El área alrededor de Kichanga está llena de colinas, es verde y fértil. Pero Sarah Makelele no tiene ojos para la belleza del paisaje en el este del Congo. Sólo ve los toldos de plástico con el logo azul del Alto Comisionado de Naciones Unidas para los Refugiados (ACNUR), estirados sobre precarias construcciones de madera. Y la tierra reblandecida, y al resto de personas que compiten con ella por un techo bajo el que cobijarse, y por un puñado de harina o frijoles. Makelele tiene 34 años, pero aparenta 50, agotada y enjuta como está.
"Hace sólo dos días llegamos de otro campo de refugiados en Masisi", dice y apunta a un pequeño grupo de desplazados. "Las FDLR atacaron el campo, por eso tuvimos que huir otra vez". Para muchas personas en Kivu, en el este de la República Democrática del Congo, la huida es parte constante de sus vidas desde hace 15 años. Las FDLR (Fuerzas Democráticas para la Liberación de Ruanda) son una milicia hutu, que huyó hacia el país conocido entonces como Zaire tras el genocidio en Ruanda en 1994. Muchos de los milicianos estuvieron implicados en la masacre contra unos 800.000 tutsis y hutus moderados.

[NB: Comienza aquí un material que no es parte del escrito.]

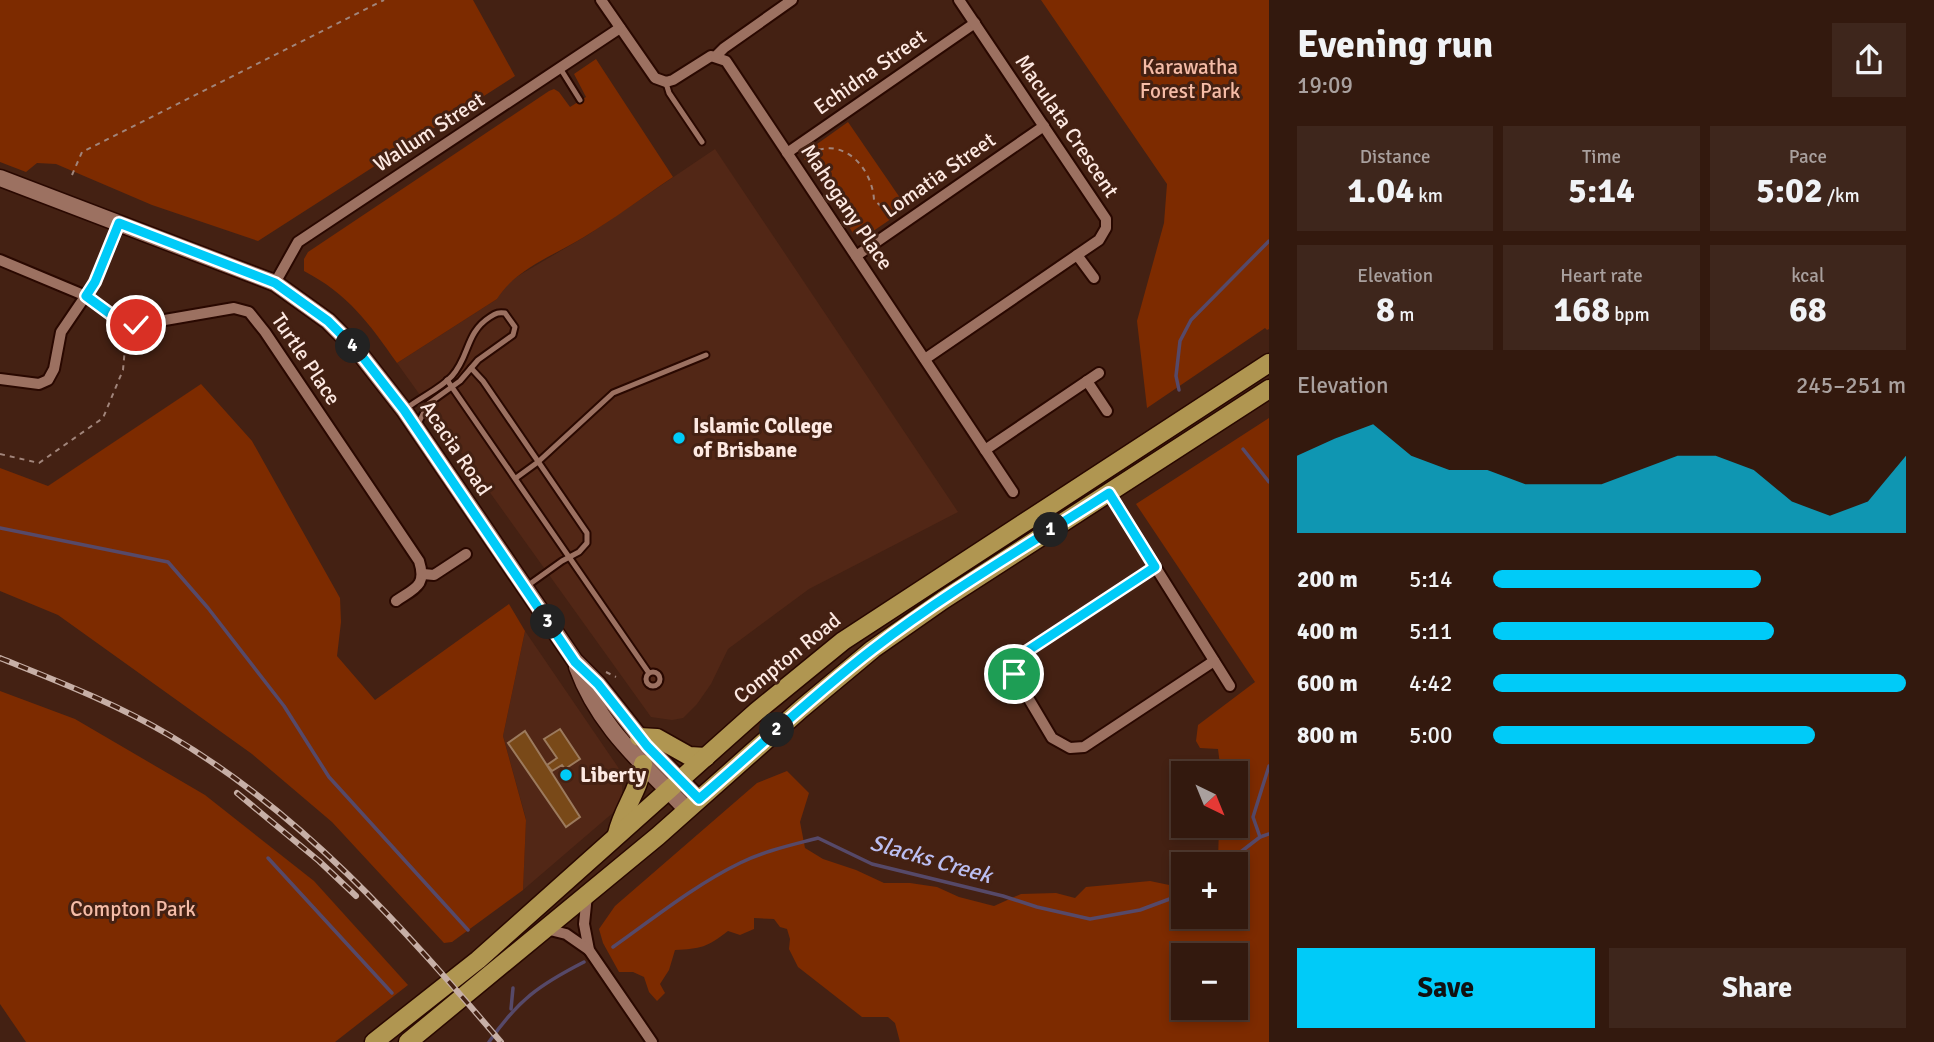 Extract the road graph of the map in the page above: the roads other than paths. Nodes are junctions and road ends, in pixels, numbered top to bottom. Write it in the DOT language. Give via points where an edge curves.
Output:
graph roads {
  1 [pos="601,0"];
  2 [pos="792,0"];
  3 [pos="959,0"];
  4 [pos="975,23"];
  5 [pos="620,28"];
  6 [pos="716,56"];
  7 [pos="560,68"];
  8 [pos="666,82"];
  9 [pos="580,100"];
  10 [pos="1044,126"];
  11 [pos="702,142"];
  12 [pos="787,153"];
  13 [pos="0,178"];
  14 [pos="119,223"];
  15 [pos="1077,255"];
  16 [pos="856,256"];
  17 [pos="0,260"];
  18 [pos="1094,278"];
  19 [pos="275,283"];
  20 [pos="86,296"];
  21 [pos="706,355"];
  22 [pos="925,359"];
  23 [pos="1269,363"];
  24 [pos="471,368"];
  25 [pos="1099,373"];
  26 [pos="0,379"];
  27 [pos="447,380"];
  28 [pos="1087,381"];
  29 [pos="452,387"];
  30 [pos="1269,389"];
  31 [pos="404,410"];
  32 [pos="1107,411"];
  33 [pos="417,427"];
  34 [pos="985,450"];
  35 [pos="538,462"];
  36 [pos="516,478"];
  37 [pos="1013,492"];
  38 [pos="1109,493"];
  39 [pos="466,554"];
  40 [pos="570,557"];
  41 [pos="1155,567"];
  42 [pos="424,575"];
  43 [pos="524,587"];
  44 [pos="396,601"];
  45 [pos="1214,661"];
  46 [pos="575,662"];
  47 [pos="649,673"];
  48 [pos="1230,686"];
  49 [pos="639,737"];
  50 [pos="706,757"];
  51 [pos="643,764"];
  52 [pos="675,785"];
  53 [pos="693,804"];
  54 [pos="616,837"];
  55 [pos="587,895"];
  56 [pos="546,929"];
  57 [pos="589,950"];
  58 [pos="374,1042"];
  59 [pos="408,1042"];
  60 [pos="652,1042"];
  1 -- 5 [label="street"];
  2 -- 6 [label="street"];
  3 -- 4 [label="street, Maculata Crescent"];
  4 -- 10 [label="street, Maculata Crescent"];
  4 -- 12 [label="street, Echidna Street"];
  5 -- 7 [label="street, Wallum Street"];
  5 -- 8 [label="street" via="655,78"];
  6 -- 8 [label="street"];
  6 -- 12 [label="street, Mahogany Place" via="726,61"];
  7 -- 9 [label="lane"];
  7 -- 19 [label="street, Wallum Street" via="298,242"];
  8 -- 11 [label="lane"];
  10 -- 15 [label="street, Maculata Crescent" via="1106,219 1099,240"];
  10 -- 16 [label="street, Lomatia Street"];
  12 -- 16 [label="street, Mahogany Place"];
  13 -- 14 [label="street, Acacia Road"];
  14 -- 19 [label="street, Acacia Road"];
  14 -- 20 [label="street"];
  15 -- 18 [label="street"];
  15 -- 22 [label="street, Maculata Crescent"];
  16 -- 22 [label="street, Mahogany Place"];
  17 -- 20 [label="street"];
  19 -- 31 [label="street, Acacia Road" via="341,334"];
  20 -- 26 [label="street" via="61,332 48,380 39,384"];
  20 -- 42 [label="street, Turtle Place" via="127,324 234,308 249,312 419,561"];
  21 -- 35 [label="lane" via="613,393"];
  22 -- 34 [label="street, Mahogany Place"];
  23 -- 50 [label="main road, Compton Road" via="866,625"];
  24 -- 27 [label="lane" via="514,333 505,313 478,327"];
  24 -- 29 [label="lane"];
  24 -- 35 [label="lane"];
  25 -- 28 [label="street"];
  27 -- 29 [label="lane"];
  27 -- 31 [label="lane"];
  28 -- 32 [label="street"];
  28 -- 34 [label="street"];
  29 -- 33 [label="lane" via="428,404"];
  29 -- 36 [label="lane"];
  30 -- 38 [label="main road"];
  31 -- 33 [label="street, Acacia Road"];
  33 -- 43 [label="street, Acacia Road"];
  34 -- 37 [label="street, Mahogany Place"];
  35 -- 36 [label="lane"];
  35 -- 40 [label="lane" via="587,533 585,545"];
  36 -- 40 [label="lane"];
  38 -- 41 [label="street"];
  38 -- 53 [label="main road" via="873,649"];
  39 -- 42 [label="street" via="434,575"];
  40 -- 43 [label="lane"];
  40 -- 47 [label="lane"];
  41 -- 45 [label="street"];
  41 -- 45 [label="street" via="1018,657 1014,674 1052,738 1070,748 1084,747"];
  42 -- 44 [label="street" via="419,586"];
  43 -- 46 [label="street, Acacia Road"];
  45 -- 48 [label="street"];
  46 -- 49 [label="street, Acacia Road"];
  46 -- 51 [label="street, Acacia Road" via="596,708"];
  49 -- 50 [label="main road" via="657,738 692,757"];
  49 -- 52 [label="street, Acacia Road"];
  50 -- 52 [label="main road, Compton Road"];
  51 -- 52 [label="street, Acacia Road"];
  51 -- 54 [label="main road"];
  52 -- 53 [label="street, Acacia Road"];
  52 -- 54 [label="main road, Compton Road"];
  53 -- 55 [label="main road"];
  54 -- 58 [label="main road, Compton Road" via="478,960"];
  55 -- 56 [label="main road"];
  55 -- 57 [label="street" via="584,924"];
  56 -- 57 [label="street" via="566,934"];
  56 -- 59 [label="main road"];
  57 -- 60 [label="street"];
}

En Congo, la milicia es parte de los temidos grupos rebeldes, que aterrorizan a la población con asesinatos y violaciones. Makelele no ha estado en su pueblo natal, ubicado al norte de Masisi, desde hace más de dos años. El pasado otoño (austral) llegó hasta la capital provincial Goma huyendo de una ofensiva de la milicia CNDP del general tutsi Laurent Nkunda, entre tanto integrada en el Ejército nacional. Ahora está en Kichanga, el antiguo bastión de Nkunda, en el que también estaba su cuartel general. El campo de refugiados en las afueras de la pequeña localidad se ha llenado rápidamente con desplazados, que llegan portando lo básico. Un colchón de espuma, un poco de ropa, utensilios de cocina. Tras años de huidas eso es todo lo que poseen muchos de los 1,3 millones de refugiados en el este del Congo. Para Makelele, así como para el resto de recién llegados, lo más importante es registrarse lo más pronto posible como nuevos habitantes del campo. Sin el documento que lo acredita, son excluidos de la repartición de alimentos, y la única esperanza sería encontrar trabajo con los campesinos del lugar, que les pagan en especies.
"Aquí no hay muchos indicios de solidaridad", dice Makelele, encogiendo los hombros. "La mayoría no tiene de por sí suficiente como para regalar algo". Jules Mukenyezi, médico en el hospital de Sait Benoit en Kichanga, ve él mismo a diario las consecuencias de las carencias en el abastecimiento. "Desde hace meses tratamos aquí a muchos niños con problemas de desnutrición", dice. "La mayoría de ellos no son de Kichanga, sino vienen de los campos de acogida". Nada ha cambiado tampoco en Goma, donde sólo en los cinco campos "oficiales" viven unos 120.000 refugiados, respecto a la miseria en la que viven los desplazados.
Sobre todo desde que la crisis en el este del Congo dejó de ocupar los titulares de los medios tras la detención del general Nkunda el pasado enero. Adéle Mirafunane caminó ocho kilómetros desde su propio campo de acogida hasta el de Mugungu I, donde Cáritas repartió frijoles, harina y leche en polvo. Espera que alguien se compadezca y le dé algo para poder alimentar a sus cinco hijos. "Las raciones simplemente no alcanzan", dice, desesperada. Ahora, en la época de lluvias, la situación de los refugiados es incluso más difícil, ya que muchos de ellos duermen a la intemperie.
Niños en harapos deambulan en el área cercada con cuerdas, en el que las fuerzas de seguridad reparten los alimentos, provistos de garrotes. Si los hombres se descuidan, los niños arrancan a la carrera para tomar en sus manos ávidas un poco de harina o un puñado de legumbres. Y se ríen sin consiguen escapar a los porrazos. Para los niños, que apenas si conocen la vida fuera de los campos de acogida, se trata de un juego. Un juego en la lucha diaria por la supervivencia.